YOUR OBJECTIVE:
Where does "graph" appear in the data? Return each line that holds it.

[RECORDS TO PROCESS — start]

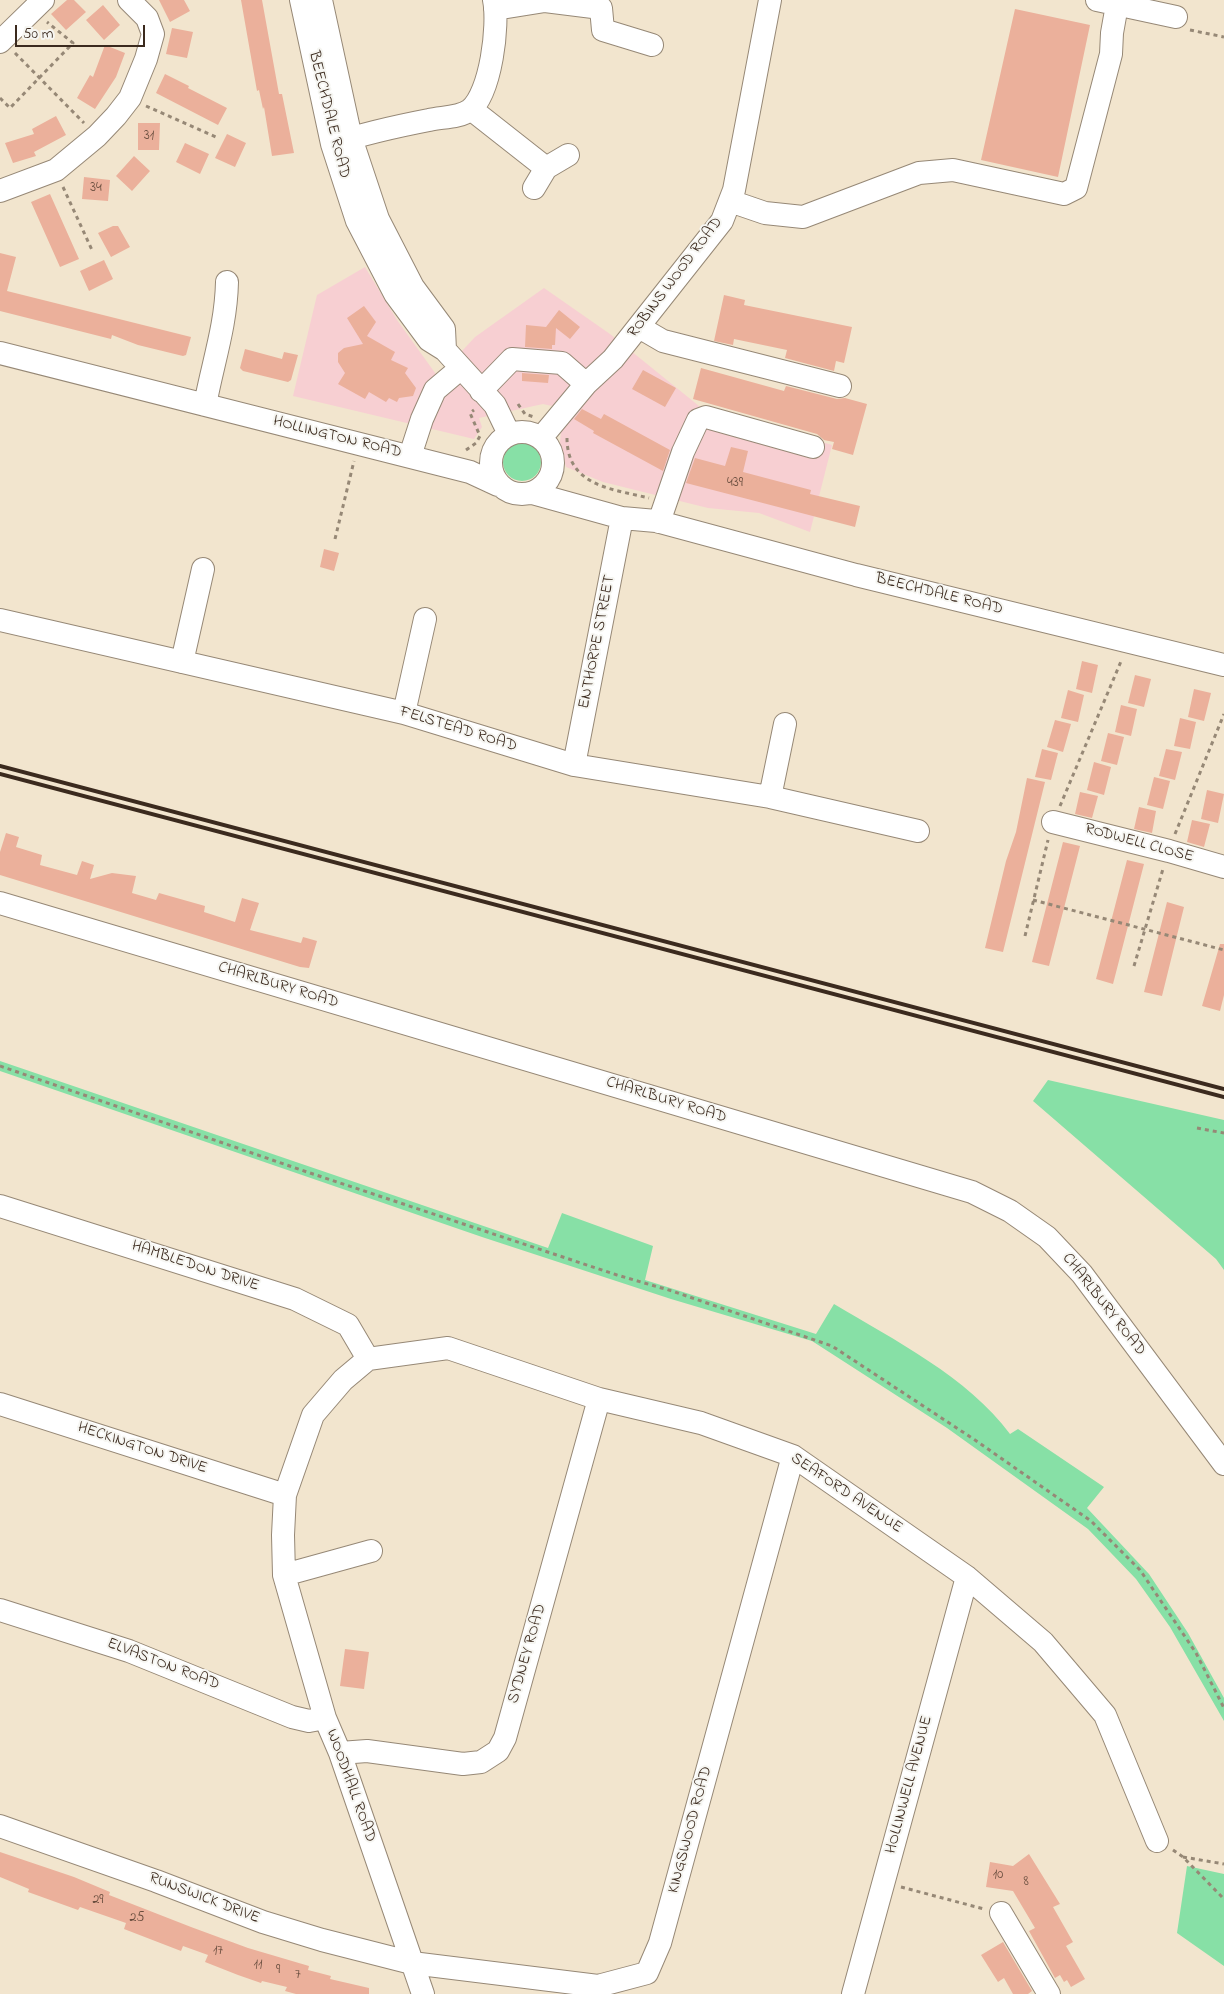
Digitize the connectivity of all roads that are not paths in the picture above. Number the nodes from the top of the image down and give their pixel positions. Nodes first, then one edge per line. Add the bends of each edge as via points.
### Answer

[RECORDS TO PROCESS — finish]
[RECORDS TO PROCESS — start]

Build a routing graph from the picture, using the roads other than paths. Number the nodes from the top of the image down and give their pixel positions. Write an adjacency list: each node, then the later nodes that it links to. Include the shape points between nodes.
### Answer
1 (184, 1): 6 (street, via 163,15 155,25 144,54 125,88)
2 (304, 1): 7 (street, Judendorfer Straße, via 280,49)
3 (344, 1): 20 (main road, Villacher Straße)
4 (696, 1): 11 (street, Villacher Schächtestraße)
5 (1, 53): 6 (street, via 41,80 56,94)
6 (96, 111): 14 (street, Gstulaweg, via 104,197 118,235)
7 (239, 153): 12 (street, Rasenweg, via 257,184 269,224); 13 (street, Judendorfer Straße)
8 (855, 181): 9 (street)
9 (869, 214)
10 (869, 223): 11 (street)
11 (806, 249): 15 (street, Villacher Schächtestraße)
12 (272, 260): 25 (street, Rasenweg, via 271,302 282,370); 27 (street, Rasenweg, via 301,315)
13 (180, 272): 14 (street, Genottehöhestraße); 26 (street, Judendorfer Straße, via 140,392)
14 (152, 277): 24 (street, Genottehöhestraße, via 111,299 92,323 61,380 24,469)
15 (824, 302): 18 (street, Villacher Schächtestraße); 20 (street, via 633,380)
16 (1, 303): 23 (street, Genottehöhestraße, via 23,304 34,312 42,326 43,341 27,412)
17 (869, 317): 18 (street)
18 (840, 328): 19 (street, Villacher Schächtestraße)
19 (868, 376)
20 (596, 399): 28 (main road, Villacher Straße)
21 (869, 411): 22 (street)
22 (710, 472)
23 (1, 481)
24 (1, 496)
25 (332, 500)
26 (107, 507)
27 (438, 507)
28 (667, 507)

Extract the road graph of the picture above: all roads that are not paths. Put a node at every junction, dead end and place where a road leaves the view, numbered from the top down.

[RECORDS TO PROCESS — finish]
[RECORDS TO PROCESS — start]

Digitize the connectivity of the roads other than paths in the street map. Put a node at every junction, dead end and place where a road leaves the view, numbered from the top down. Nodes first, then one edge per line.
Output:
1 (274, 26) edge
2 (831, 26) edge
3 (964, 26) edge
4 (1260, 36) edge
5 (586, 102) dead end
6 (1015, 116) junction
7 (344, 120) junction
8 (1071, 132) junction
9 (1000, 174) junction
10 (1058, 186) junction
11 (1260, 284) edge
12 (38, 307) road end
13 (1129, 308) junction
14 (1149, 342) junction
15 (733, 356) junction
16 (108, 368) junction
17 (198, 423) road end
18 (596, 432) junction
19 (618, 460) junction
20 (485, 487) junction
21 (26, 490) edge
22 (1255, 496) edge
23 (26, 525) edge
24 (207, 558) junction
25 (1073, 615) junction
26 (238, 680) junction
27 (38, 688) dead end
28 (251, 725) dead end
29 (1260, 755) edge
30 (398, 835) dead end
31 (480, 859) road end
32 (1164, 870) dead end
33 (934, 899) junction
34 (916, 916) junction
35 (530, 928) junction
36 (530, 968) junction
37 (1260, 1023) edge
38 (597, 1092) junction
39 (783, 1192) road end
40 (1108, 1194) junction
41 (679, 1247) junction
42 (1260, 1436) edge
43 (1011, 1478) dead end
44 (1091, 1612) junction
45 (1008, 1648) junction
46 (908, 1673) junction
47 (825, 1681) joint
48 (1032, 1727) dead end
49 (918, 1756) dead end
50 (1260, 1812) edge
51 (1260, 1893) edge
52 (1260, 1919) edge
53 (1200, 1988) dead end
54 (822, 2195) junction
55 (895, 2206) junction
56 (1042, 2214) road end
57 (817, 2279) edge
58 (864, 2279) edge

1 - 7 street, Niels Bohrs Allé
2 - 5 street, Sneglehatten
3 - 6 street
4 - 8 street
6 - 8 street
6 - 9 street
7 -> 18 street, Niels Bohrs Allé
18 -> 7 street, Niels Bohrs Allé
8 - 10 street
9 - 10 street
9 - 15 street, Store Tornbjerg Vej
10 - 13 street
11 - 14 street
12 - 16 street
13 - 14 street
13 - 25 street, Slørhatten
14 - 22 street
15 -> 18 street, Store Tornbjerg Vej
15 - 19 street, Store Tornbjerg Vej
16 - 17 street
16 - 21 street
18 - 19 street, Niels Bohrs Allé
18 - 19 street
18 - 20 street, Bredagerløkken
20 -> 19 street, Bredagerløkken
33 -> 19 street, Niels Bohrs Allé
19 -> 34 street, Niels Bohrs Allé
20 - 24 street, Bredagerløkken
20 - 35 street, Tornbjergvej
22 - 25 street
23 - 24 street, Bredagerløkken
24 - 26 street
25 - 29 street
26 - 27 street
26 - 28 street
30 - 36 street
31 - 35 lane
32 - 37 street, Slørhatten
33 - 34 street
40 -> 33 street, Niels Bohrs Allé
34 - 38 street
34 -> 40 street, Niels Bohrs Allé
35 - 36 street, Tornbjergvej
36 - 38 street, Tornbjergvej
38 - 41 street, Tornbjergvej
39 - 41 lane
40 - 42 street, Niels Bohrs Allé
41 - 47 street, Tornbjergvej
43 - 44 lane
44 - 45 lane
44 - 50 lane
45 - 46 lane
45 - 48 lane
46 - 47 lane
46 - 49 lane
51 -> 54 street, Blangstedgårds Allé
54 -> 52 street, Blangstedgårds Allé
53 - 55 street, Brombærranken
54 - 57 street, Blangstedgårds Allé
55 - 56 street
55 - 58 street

[RECORDS TO PROCESS — finish]

WRITTEN RESPONSE:
Build a routing graph from the picture, using the roads other than paths. Number the nodes from the top of the image down and give their pixel positions. Write an adjacency list: each node, then the later nodes that it links to. Include the shape points between nodes.
Extract the road graph of the picture above: all roads that are not paths. Put a node at every junction, dead end and place where a road leaves the view, numbered from the top down.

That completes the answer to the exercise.